**EXERCISE AIM:** List all lines in the material below that contain "roads".

-- DATA RECORDS follows --

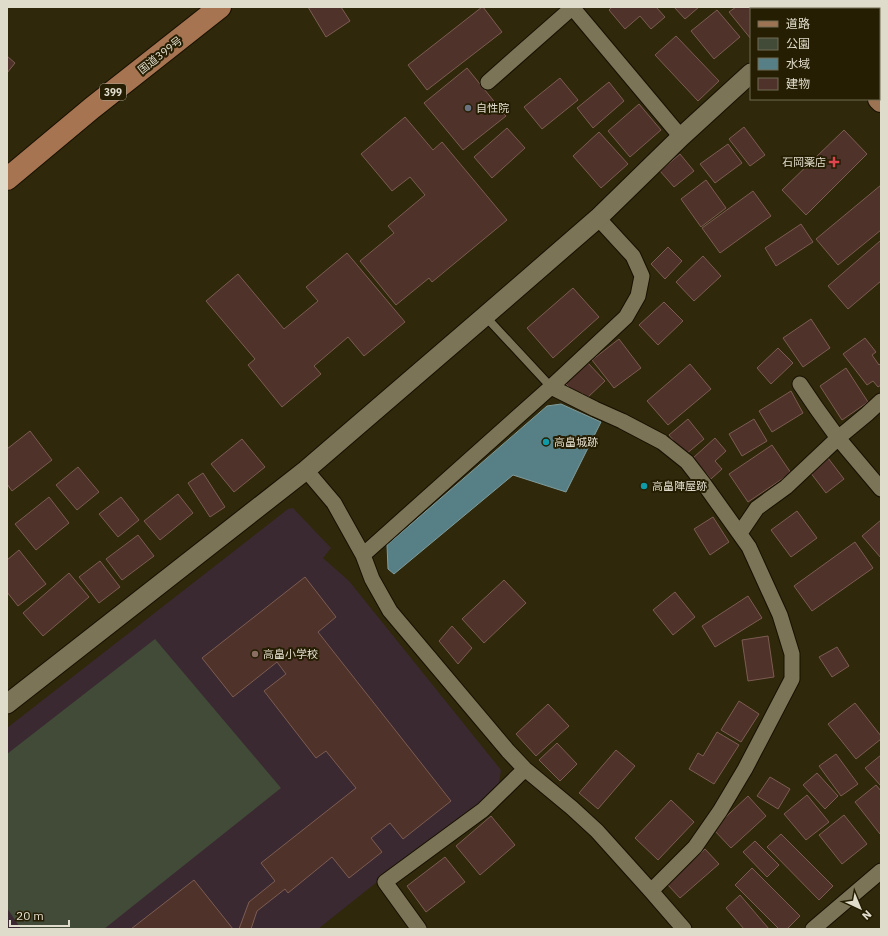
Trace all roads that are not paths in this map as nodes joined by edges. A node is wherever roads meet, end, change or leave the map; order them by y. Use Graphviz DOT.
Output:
graph roads {
  1 [pos="220,7"];
  2 [pos="573,7"];
  3 [pos="750,74"];
  4 [pos="488,82"];
  5 [pos="681,137"];
  6 [pos="7,179"];
  7 [pos="598,218"];
  8 [pos="485,316"];
  9 [pos="800,384"];
  10 [pos="552,387"];
  11 [pos="881,401"];
  12 [pos="838,438"];
  13 [pos="306,470"];
  14 [pos="881,489"];
  15 [pos="740,533"];
  16 [pos="363,555"];
  17 [pos="7,704"];
  18 [pos="524,769"];
  19 [pos="881,871"];
  20 [pos="651,891"];
  21 [pos="419,929"];
  22 [pos="684,929"];
  23 [pos="812,929"];
  1 -- 6 [label="highway, 国道399号 / 399"];
  2 -- 4 [label="street"];
  2 -- 5 [label="street"];
  3 -- 5 [label="street"];
  5 -- 7 [label="street"];
  7 -- 8 [label="street"];
  7 -- 10 [label="street"];
  8 -- 10 [label="lane"];
  8 -- 13 [label="street"];
  9 -- 12 [label="street"];
  10 -- 15 [label="street"];
  10 -- 16 [label="street"];
  11 -- 12 [label="street"];
  12 -- 14 [label="street"];
  12 -- 15 [label="street"];
  13 -- 16 [label="street"];
  13 -- 17 [label="street"];
  15 -- 20 [label="street"];
  16 -- 18 [label="street"];
  18 -- 20 [label="street"];
  18 -- 21 [label="street"];
  19 -- 23 [label="street"];
  20 -- 22 [label="street"];
}
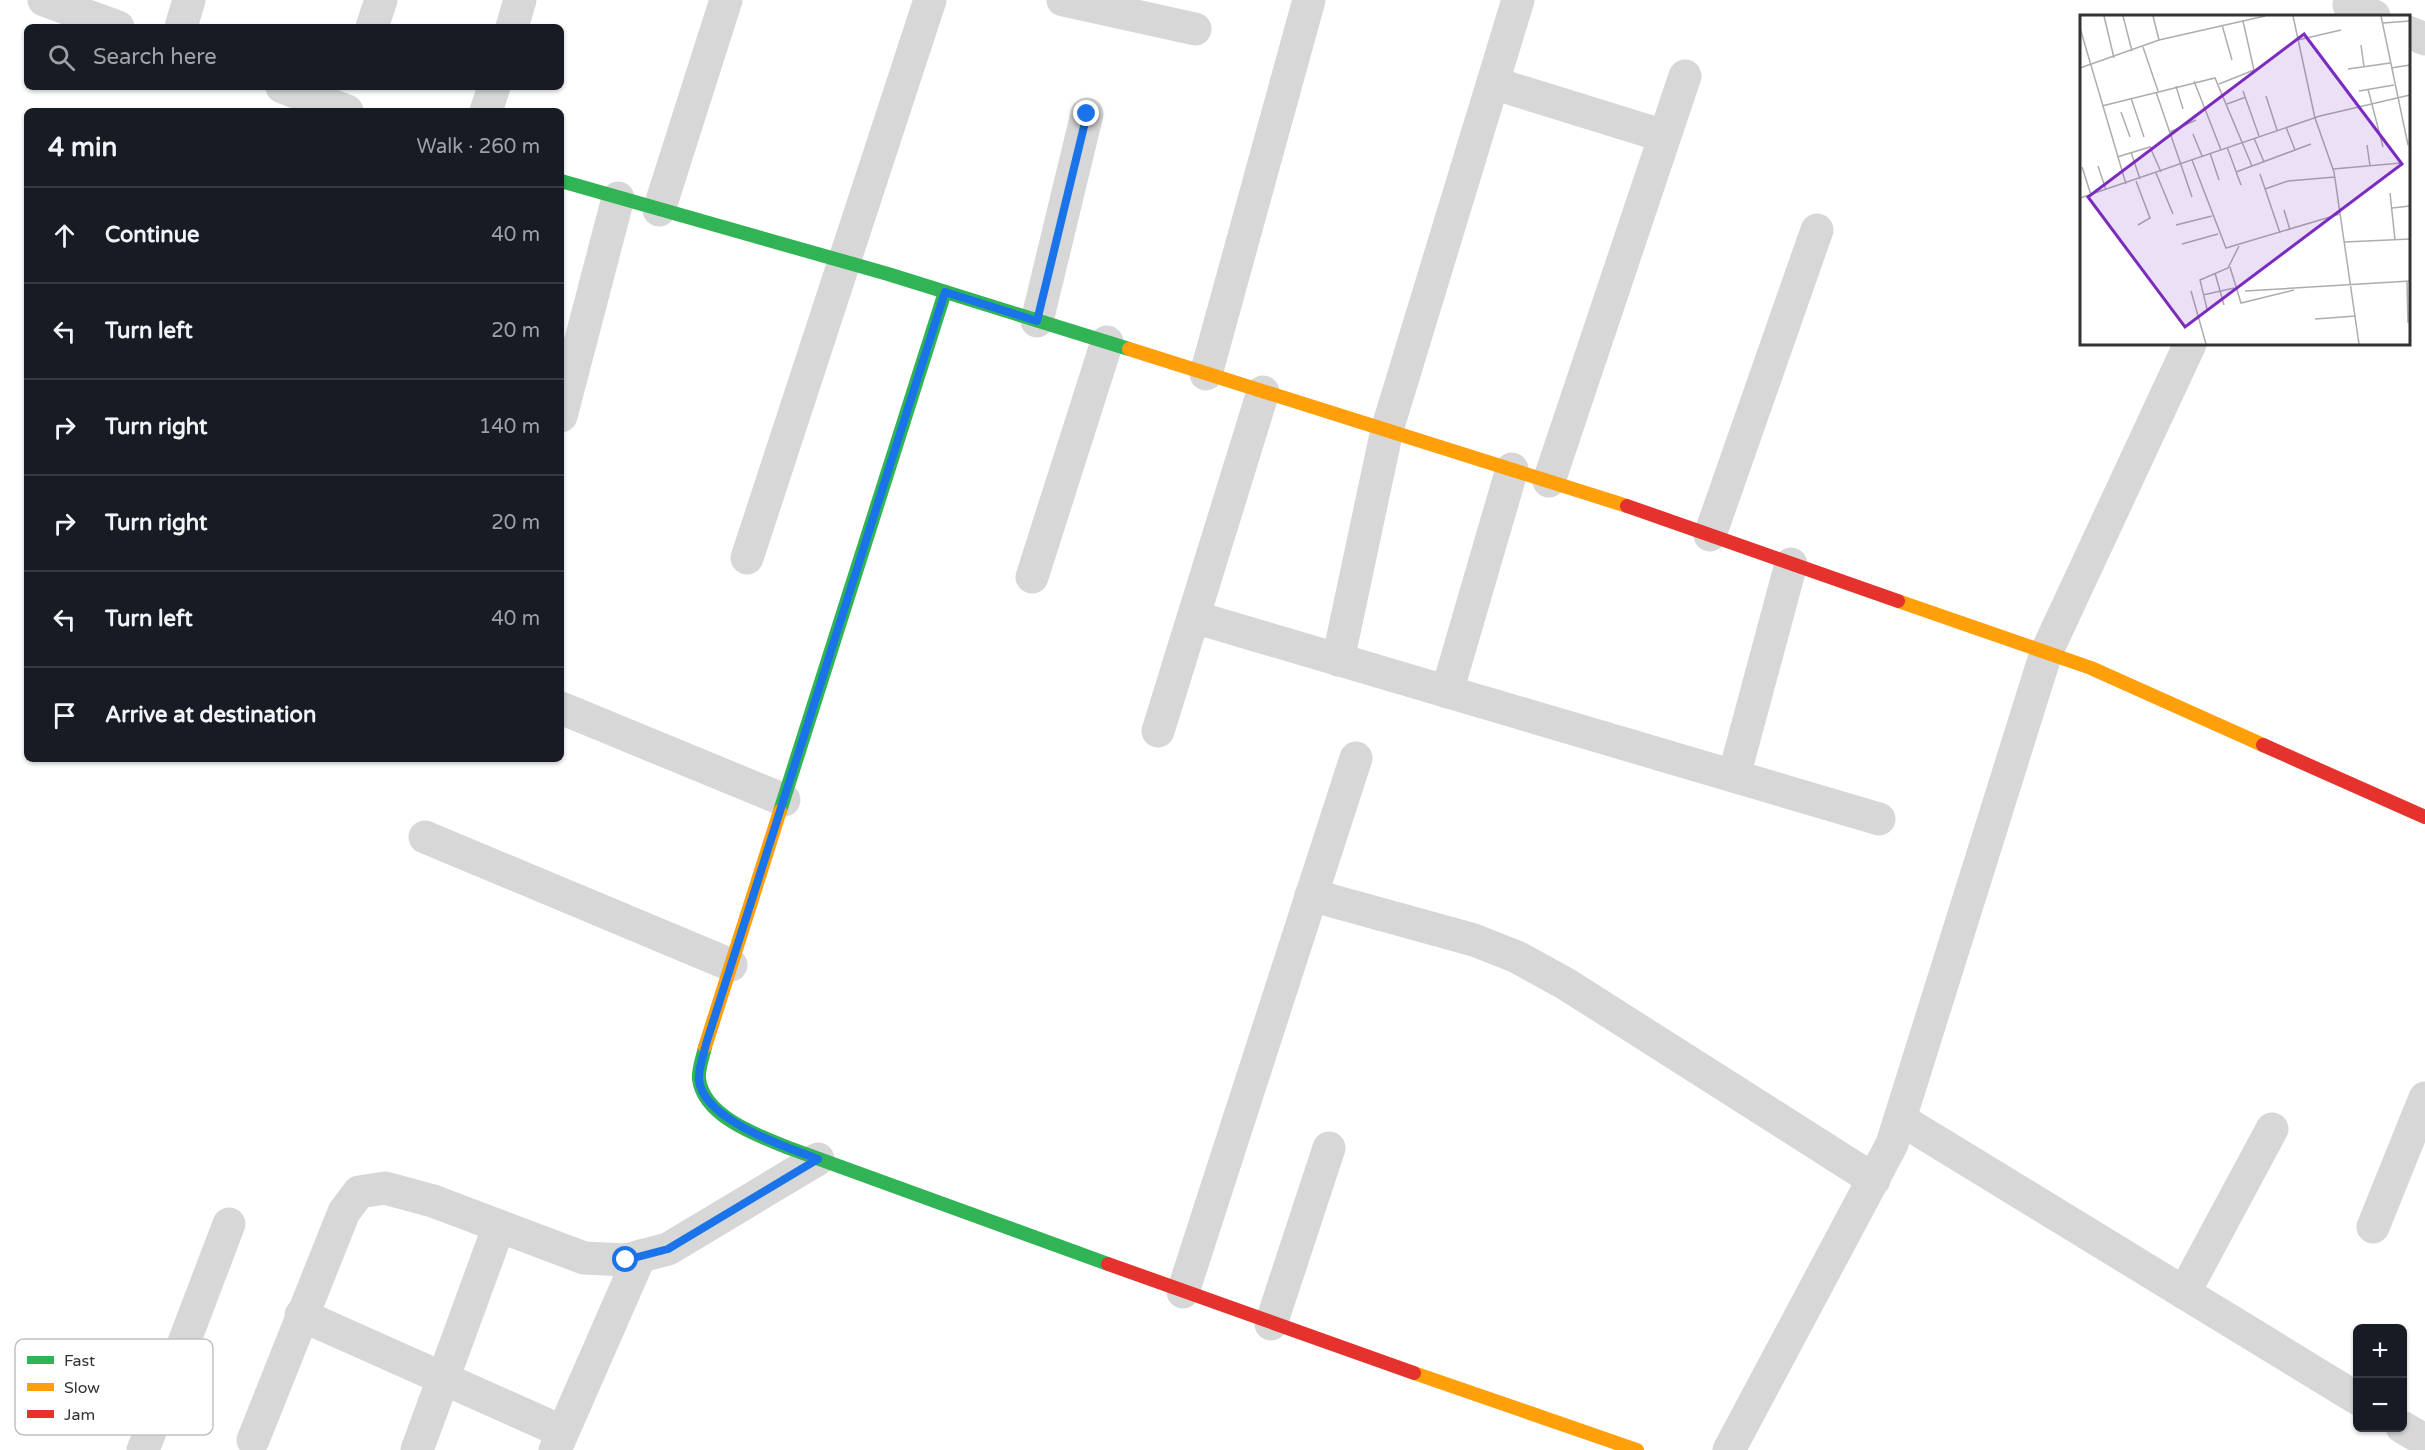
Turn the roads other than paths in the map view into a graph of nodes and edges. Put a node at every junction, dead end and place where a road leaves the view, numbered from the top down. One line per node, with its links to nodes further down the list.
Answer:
1 (44, 0): 10 (street)
2 (189, 0): 11 (street)
3 (381, 0): 12 (street)
4 (520, 0): 13 (street)
5 (726, 0): 27 (street)
6 (930, 0): 29 (street)
7 (1063, 0): 14 (street)
8 (1309, 0): 34 (street)
9 (1518, 0): 18 (street)
10 (110, 24)
11 (182, 24)
12 (373, 24)
13 (513, 24)
14 (1195, 29)
15 (2410, 32): 16 (street)
16 (2425, 39)
17 (1685, 76): 24 (street)
18 (1493, 83): 24 (street); 37 (street)
19 (295, 90): 21 (street)
20 (493, 90): 22 (street)
21 (347, 102)
22 (487, 108)
23 (1087, 114): 31 (street)
24 (1664, 136): 39 (street)
25 (564, 182): 26 (street)
26 (618, 198): 27 (street); 36 (street)
27 (659, 210): 29 (street)
28 (1817, 230): 40 (street)
29 (845, 264): 30 (street); 41 (street)
30 (945, 292): 31 (street); 52 (street)
31 (1037, 321): 32 (street)
32 (1107, 342): 34 (street); 43 (street)
33 (2190, 345): 45 (street)
34 (1206, 374): 35 (street)
35 (1263, 392): 37 (street); 44 (street)
36 (564, 405)
37 (1387, 430): 38 (street); 46 (street)
38 (1512, 469): 39 (street); 47 (street)
39 (1549, 481): 40 (street)
40 (1710, 536): 42 (street)
41 (747, 558)
42 (1791, 564): 45 (street); 51 (street)
43 (1032, 577)
44 (1194, 617): 46 (street); 49 (street)
45 (2046, 653): 53 (street); 59 (street)
46 (1338, 660): 47 (street)
47 (1447, 692): 51 (street)
48 (564, 709): 52 (street)
49 (1158, 731)
50 (1356, 758): 56 (street)
51 (1734, 776): 54 (street)
52 (784, 800): 57 (street)
53 (2425, 817)
54 (1879, 819)
55 (425, 837): 57 (street)
56 (1311, 896): 63 (street); 68 (street)
57 (731, 965): 62 (street)
58 (2425, 1098): 66 (street)
59 (1900, 1119): 63 (street); 69 (street)
60 (2272, 1129): 69 (street)
61 (1329, 1148): 71 (street)
62 (818, 1159): 67 (street); 68 (street)
63 (1874, 1180): 81 (street)
64 (229, 1224): 72 (street)
65 (499, 1226): 67 (street); 70 (street); 73 (street)
66 (2373, 1227)
67 (640, 1256): 77 (street)
68 (1183, 1292): 71 (street)
69 (2184, 1293): 74 (street)
70 (301, 1315): 73 (street); 76 (street)
71 (1271, 1324): 80 (street)
72 (186, 1339)
73 (443, 1379): 77 (street); 79 (street)
74 (2353, 1396)
75 (150, 1435): 78 (street)
76 (253, 1440)
77 (558, 1441)
78 (144, 1450)
79 (417, 1450)
80 (1637, 1450)
81 (1729, 1450)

-- DATA RECORDS concluded --

**ANSWER TO THE EXERCISE:**
Trace all roads that are not paths in this map as nodes joined by edges. A node is wherever roads meet, end, change or leave the map; order them by y. Use Graphviz DOT.
graph roads {
Turn the roads other than paths in the map view into a graph of nodes and edges. Put a node at every junction, dead end and place where a road leaves the view, numbered from the top down. One line per node, with its links to nodes further down the list.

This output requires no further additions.